THE TASK:
If a line in the entries below includes the string "Gang", copy it out.

....

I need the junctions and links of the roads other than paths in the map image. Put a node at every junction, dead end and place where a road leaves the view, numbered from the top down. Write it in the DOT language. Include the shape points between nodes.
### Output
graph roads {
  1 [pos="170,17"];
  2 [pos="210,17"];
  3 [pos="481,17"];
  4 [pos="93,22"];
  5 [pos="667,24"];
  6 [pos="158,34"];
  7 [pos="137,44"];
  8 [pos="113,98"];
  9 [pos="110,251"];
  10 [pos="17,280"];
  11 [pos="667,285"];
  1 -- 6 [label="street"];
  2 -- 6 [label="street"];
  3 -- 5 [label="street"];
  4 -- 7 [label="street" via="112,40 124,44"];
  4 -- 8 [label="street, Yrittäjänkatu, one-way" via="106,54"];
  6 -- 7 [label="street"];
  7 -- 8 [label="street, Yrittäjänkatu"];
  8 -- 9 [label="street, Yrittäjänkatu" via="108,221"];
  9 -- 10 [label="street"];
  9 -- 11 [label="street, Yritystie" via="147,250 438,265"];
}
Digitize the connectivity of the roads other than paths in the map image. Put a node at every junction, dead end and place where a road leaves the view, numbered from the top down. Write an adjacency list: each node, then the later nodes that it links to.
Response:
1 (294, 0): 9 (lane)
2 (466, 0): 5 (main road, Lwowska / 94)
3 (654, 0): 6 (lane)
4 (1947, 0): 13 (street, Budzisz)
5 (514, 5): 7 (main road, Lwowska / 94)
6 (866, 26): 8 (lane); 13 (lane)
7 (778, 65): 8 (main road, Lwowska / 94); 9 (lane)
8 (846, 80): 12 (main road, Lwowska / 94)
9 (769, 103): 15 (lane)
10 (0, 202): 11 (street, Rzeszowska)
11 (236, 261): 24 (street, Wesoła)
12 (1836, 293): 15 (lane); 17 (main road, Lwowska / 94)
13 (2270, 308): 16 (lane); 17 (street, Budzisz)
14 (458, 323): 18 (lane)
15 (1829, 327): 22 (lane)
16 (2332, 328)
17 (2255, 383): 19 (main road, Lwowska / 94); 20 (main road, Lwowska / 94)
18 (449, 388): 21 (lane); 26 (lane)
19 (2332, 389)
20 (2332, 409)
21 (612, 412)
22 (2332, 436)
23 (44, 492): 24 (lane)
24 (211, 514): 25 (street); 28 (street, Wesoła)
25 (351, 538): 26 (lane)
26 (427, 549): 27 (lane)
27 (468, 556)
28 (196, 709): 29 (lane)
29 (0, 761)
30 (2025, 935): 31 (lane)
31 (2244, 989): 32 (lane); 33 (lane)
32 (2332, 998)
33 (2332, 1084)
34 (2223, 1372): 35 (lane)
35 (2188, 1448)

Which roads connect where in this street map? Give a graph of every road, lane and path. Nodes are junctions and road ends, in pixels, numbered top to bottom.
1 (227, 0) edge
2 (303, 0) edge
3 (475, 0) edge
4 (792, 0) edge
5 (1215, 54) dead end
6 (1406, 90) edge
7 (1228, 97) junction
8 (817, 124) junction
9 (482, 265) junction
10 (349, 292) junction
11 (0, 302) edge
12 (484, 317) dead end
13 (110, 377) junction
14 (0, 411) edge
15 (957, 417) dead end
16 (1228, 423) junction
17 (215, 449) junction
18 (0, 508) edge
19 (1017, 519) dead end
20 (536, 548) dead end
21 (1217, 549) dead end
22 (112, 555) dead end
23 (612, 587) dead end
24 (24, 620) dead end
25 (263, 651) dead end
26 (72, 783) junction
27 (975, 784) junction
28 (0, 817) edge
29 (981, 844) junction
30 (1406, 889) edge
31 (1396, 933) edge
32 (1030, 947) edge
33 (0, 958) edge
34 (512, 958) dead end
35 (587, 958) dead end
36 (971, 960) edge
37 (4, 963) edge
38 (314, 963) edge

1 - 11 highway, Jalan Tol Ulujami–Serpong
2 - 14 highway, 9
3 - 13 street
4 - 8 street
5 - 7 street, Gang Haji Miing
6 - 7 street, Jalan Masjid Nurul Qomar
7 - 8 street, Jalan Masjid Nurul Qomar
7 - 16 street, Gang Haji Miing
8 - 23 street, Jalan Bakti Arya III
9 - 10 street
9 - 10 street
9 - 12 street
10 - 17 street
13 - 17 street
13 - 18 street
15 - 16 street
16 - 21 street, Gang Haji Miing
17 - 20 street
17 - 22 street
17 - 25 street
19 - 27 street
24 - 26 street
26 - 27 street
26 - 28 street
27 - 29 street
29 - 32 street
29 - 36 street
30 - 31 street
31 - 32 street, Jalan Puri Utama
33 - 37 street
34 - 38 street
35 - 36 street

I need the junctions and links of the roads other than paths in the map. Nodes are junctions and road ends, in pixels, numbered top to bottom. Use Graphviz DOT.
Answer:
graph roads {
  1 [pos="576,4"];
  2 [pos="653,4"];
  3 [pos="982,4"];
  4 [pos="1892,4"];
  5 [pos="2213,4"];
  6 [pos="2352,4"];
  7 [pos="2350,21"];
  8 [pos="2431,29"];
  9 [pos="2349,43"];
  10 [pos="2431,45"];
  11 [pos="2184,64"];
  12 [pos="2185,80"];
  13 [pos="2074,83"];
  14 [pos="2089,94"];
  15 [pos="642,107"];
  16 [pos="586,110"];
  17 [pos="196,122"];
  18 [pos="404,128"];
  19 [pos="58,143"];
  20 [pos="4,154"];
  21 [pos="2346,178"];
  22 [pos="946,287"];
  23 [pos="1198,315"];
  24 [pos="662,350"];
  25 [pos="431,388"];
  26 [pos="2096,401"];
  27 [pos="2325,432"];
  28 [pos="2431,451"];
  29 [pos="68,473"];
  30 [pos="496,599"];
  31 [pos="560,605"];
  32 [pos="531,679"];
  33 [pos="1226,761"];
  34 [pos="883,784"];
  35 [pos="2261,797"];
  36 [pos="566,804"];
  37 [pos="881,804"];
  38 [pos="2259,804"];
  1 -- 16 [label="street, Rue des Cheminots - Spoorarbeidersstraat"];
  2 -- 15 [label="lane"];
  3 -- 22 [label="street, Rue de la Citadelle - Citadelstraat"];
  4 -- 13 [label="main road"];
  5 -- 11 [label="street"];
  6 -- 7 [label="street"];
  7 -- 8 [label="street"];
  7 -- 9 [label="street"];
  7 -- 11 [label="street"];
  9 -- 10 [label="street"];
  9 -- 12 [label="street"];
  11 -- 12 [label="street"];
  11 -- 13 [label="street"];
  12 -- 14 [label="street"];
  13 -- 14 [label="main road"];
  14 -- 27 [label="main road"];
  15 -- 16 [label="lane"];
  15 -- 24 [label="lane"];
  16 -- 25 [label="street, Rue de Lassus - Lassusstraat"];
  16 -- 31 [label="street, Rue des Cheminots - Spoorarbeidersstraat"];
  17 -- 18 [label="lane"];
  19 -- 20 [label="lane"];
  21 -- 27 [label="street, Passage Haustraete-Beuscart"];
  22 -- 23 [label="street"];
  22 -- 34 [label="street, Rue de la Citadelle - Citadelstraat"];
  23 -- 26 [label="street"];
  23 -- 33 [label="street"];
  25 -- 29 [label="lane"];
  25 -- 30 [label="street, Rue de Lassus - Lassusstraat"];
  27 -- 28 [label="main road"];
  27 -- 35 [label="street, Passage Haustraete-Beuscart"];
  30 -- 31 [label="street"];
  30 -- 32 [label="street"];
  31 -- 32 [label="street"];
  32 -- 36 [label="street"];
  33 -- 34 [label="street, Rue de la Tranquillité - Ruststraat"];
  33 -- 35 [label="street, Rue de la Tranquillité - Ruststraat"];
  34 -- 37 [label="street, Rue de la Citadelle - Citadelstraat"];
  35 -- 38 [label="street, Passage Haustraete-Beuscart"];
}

....

WRITTEN RESPONSE:
5 - 7 street, Gang Haji Miing
7 - 16 street, Gang Haji Miing
16 - 21 street, Gang Haji Miing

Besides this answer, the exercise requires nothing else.